Task instructions | Exactly the lines from the start of the data through the line containing "Trace all roads" should be output, with both ends kept and nothing added.

· · · · · · ·

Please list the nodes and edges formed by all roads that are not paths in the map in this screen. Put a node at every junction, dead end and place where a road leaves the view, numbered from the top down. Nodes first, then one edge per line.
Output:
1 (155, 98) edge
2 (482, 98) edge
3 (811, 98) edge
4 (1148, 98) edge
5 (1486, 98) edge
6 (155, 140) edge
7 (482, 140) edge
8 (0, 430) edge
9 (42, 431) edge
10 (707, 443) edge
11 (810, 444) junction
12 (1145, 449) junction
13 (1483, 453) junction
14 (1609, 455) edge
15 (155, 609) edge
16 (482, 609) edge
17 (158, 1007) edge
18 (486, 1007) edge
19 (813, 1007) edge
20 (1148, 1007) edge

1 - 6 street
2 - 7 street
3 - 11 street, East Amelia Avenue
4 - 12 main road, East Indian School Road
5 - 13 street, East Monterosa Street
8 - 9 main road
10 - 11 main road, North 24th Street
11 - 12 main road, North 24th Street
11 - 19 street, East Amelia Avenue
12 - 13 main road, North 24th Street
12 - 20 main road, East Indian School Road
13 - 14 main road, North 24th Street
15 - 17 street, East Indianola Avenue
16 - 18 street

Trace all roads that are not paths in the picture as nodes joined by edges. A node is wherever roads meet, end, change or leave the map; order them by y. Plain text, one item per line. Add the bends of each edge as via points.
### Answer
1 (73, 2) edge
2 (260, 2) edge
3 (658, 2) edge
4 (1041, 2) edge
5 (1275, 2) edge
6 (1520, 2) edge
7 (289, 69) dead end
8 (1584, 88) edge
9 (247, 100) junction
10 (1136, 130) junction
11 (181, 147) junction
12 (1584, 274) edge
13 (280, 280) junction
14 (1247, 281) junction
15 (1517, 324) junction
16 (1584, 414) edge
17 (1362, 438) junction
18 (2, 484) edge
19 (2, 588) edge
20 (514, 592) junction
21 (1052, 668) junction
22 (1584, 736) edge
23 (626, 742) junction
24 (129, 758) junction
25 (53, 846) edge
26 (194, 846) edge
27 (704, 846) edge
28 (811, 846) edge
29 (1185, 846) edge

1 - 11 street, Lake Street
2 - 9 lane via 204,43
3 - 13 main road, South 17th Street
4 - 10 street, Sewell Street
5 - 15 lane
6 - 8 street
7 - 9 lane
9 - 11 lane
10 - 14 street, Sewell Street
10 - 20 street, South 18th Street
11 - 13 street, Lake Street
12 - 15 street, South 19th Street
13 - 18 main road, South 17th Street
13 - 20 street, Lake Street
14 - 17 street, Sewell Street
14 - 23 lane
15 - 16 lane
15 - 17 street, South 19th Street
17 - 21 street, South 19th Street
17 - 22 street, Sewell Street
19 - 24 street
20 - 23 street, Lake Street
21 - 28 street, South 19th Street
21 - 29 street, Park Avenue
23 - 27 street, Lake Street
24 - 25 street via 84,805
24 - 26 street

· · · · · · ·

Task solution |
Please list the nodes and edges formed by all roads that are not paths in the map in this screen. Put a node at every junction, dead end and place where a road leaves the view, numbered from the top down. Nodes first, then one edge per line.
Output:
1 (155, 98) edge
2 (482, 98) edge
3 (811, 98) edge
4 (1148, 98) edge
5 (1486, 98) edge
6 (155, 140) edge
7 (482, 140) edge
8 (0, 430) edge
9 (42, 431) edge
10 (707, 443) edge
11 (810, 444) junction
12 (1145, 449) junction
13 (1483, 453) junction
14 (1609, 455) edge
15 (155, 609) edge
16 (482, 609) edge
17 (158, 1007) edge
18 (486, 1007) edge
19 (813, 1007) edge
20 (1148, 1007) edge

1 - 6 street
2 - 7 street
3 - 11 street, East Amelia Avenue
4 - 12 main road, East Indian School Road
5 - 13 street, East Monterosa Street
8 - 9 main road
10 - 11 main road, North 24th Street
11 - 12 main road, North 24th Street
11 - 19 street, East Amelia Avenue
12 - 13 main road, North 24th Street
12 - 20 main road, East Indian School Road
13 - 14 main road, North 24th Street
15 - 17 street, East Indianola Avenue
16 - 18 street

Trace all roads that are not paths in the picture as nodes joined by edges. A node is wherever roads meet, end, change or leave the map; order them by y. Plain text, one item per line. Add the bends of each edge as via points.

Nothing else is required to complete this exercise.